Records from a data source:
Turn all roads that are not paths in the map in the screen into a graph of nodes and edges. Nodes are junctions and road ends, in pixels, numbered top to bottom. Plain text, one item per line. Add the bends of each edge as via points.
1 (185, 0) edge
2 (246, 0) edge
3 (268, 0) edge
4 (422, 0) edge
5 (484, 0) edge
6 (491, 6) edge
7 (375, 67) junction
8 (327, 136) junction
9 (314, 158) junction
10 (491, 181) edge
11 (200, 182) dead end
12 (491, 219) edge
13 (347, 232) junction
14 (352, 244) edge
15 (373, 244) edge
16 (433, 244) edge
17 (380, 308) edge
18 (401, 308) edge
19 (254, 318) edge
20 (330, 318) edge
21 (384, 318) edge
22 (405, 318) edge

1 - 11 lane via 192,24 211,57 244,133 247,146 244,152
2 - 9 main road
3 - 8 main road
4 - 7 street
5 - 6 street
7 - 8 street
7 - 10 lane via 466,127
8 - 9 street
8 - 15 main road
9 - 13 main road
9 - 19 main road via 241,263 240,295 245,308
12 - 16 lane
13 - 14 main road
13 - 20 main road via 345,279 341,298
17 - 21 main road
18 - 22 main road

▶ [EXERCISE]: Exactly as they stand, repeat all the records.

▶ [TASK ANSWER]:
Turn all roads that are not paths in the map in the screen into a graph of nodes and edges. Nodes are junctions and road ends, in pixels, numbered top to bottom. Plain text, one item per line. Add the bends of each edge as via points.
1 (185, 0) edge
2 (246, 0) edge
3 (268, 0) edge
4 (422, 0) edge
5 (484, 0) edge
6 (491, 6) edge
7 (375, 67) junction
8 (327, 136) junction
9 (314, 158) junction
10 (491, 181) edge
11 (200, 182) dead end
12 (491, 219) edge
13 (347, 232) junction
14 (352, 244) edge
15 (373, 244) edge
16 (433, 244) edge
17 (380, 308) edge
18 (401, 308) edge
19 (254, 318) edge
20 (330, 318) edge
21 (384, 318) edge
22 (405, 318) edge

1 - 11 lane via 192,24 211,57 244,133 247,146 244,152
2 - 9 main road
3 - 8 main road
4 - 7 street
5 - 6 street
7 - 8 street
7 - 10 lane via 466,127
8 - 9 street
8 - 15 main road
9 - 13 main road
9 - 19 main road via 241,263 240,295 245,308
12 - 16 lane
13 - 14 main road
13 - 20 main road via 345,279 341,298
17 - 21 main road
18 - 22 main road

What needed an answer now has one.